:: About this exercise ::
Wherever a line in the data below holds "طاهری", copy that line.

[Records from a collection]
—————

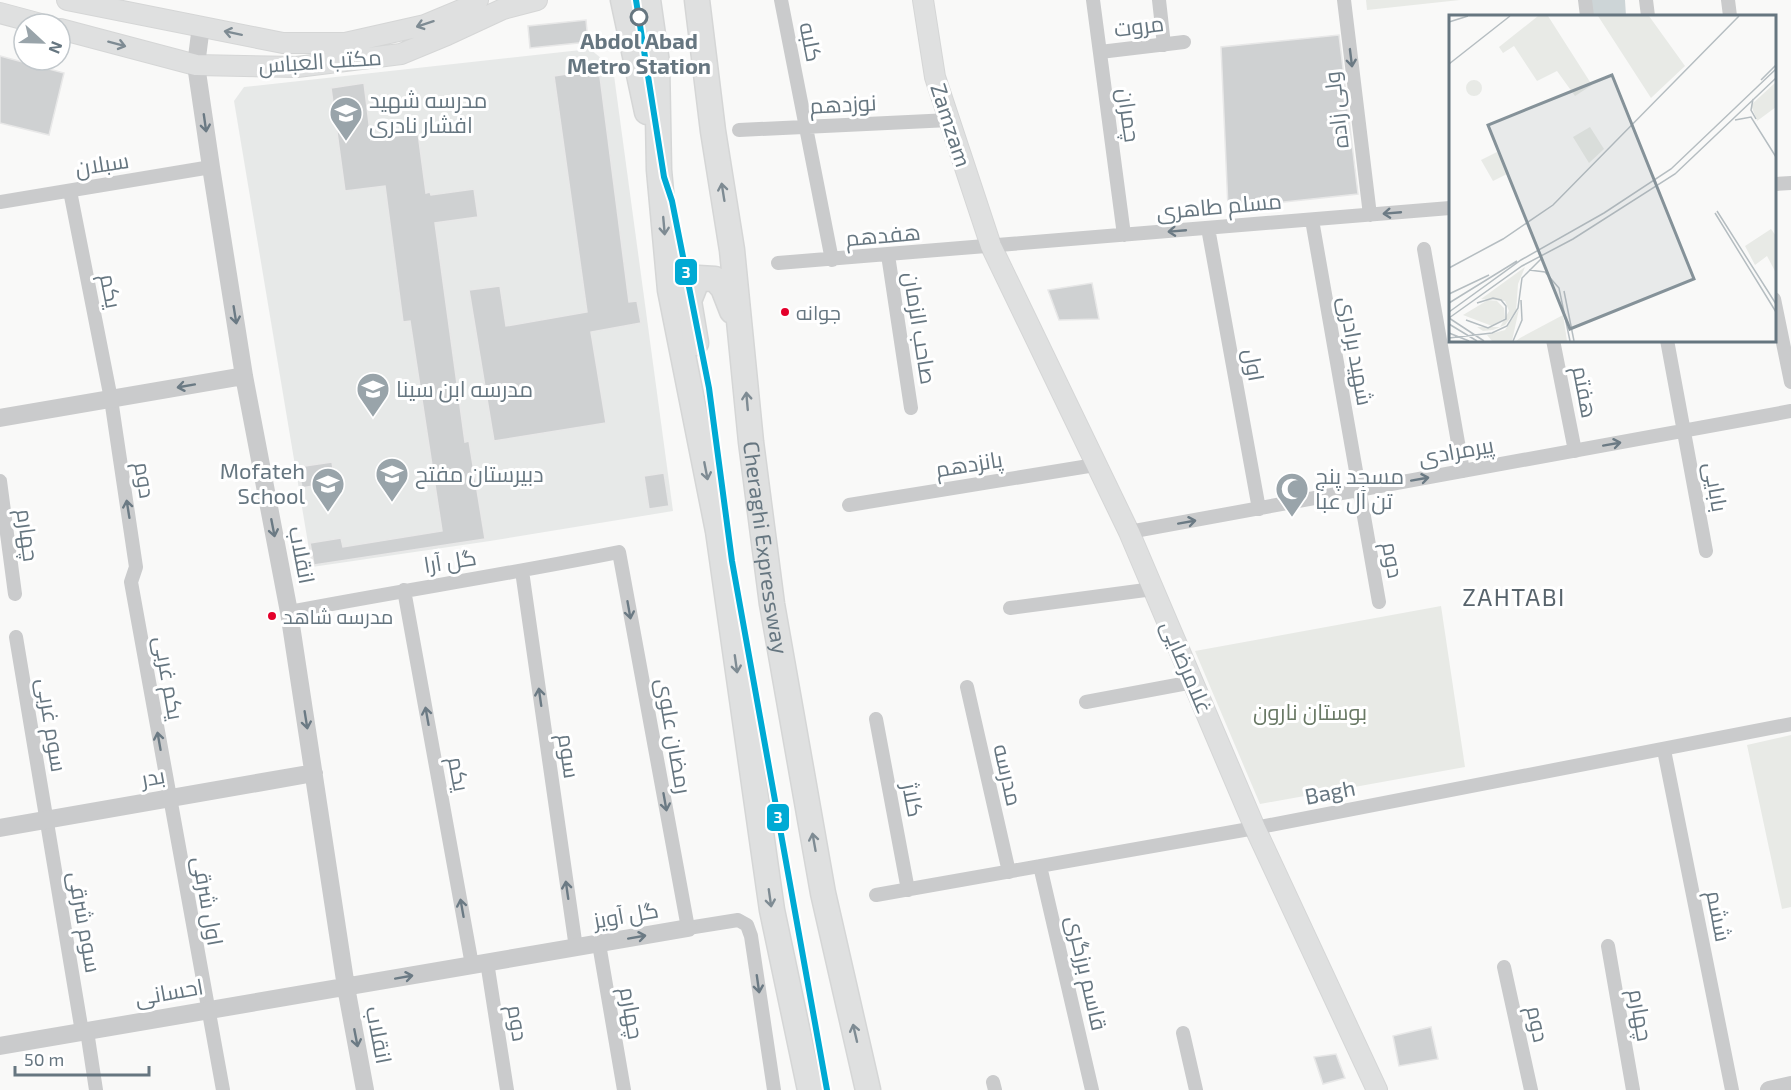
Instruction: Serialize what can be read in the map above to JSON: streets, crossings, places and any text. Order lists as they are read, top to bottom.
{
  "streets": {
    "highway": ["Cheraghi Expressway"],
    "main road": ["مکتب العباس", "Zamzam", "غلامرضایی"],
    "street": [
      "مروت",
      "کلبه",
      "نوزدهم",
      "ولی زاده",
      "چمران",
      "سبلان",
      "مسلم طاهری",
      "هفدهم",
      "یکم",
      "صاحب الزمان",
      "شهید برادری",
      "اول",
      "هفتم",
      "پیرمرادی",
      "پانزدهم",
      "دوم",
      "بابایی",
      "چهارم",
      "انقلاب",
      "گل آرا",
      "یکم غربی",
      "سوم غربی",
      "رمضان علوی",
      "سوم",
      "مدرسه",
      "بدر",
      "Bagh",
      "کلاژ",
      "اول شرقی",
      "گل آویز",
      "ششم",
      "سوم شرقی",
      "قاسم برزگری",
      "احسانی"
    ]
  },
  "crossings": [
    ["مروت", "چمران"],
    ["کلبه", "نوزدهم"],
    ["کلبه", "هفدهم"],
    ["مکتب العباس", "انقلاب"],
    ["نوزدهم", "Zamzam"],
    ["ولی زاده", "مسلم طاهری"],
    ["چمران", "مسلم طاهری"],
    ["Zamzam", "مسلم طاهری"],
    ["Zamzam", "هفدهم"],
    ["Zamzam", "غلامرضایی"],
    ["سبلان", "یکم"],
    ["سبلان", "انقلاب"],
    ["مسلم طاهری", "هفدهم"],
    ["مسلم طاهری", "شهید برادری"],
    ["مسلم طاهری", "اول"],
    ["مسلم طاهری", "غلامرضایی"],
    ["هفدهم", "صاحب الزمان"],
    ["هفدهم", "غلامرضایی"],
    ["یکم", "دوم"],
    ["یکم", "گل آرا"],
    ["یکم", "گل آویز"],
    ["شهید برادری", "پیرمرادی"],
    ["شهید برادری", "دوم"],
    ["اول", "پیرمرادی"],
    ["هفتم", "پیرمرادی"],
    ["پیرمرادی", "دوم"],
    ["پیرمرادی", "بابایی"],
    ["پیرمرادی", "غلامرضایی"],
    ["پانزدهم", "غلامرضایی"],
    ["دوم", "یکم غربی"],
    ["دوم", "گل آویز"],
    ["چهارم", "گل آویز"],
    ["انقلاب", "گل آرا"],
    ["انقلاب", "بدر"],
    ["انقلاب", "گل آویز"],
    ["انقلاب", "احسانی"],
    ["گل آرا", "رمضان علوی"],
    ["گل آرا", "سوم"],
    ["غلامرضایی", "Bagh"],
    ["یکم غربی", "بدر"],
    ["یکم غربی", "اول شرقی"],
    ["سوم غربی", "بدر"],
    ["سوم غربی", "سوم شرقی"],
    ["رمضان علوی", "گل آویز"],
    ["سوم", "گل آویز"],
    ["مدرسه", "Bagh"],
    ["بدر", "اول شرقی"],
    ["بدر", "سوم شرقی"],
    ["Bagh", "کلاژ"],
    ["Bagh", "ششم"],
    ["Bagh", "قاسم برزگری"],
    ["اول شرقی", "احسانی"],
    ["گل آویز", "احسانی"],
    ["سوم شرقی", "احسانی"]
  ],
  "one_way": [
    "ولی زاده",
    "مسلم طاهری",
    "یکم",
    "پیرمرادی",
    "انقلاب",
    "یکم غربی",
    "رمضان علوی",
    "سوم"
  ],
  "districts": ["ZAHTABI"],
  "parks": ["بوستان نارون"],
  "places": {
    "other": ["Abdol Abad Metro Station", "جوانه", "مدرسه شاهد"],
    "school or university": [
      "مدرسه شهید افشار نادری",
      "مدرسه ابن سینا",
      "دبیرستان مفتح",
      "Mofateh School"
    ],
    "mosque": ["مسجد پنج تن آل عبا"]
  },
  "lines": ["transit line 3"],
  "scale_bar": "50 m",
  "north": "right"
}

—————

:: Written reply ::
      "مسلم طاهری",
    ["ولی زاده", "مسلم طاهری"],
    ["چمران", "مسلم طاهری"],
    ["Zamzam", "مسلم طاهری"],
    ["مسلم طاهری", "هفدهم"],
    ["مسلم طاهری", "شهید برادری"],
    ["مسلم طاهری", "اول"],
    ["مسلم طاهری", "غلامرضایی"],
    "مسلم طاهری",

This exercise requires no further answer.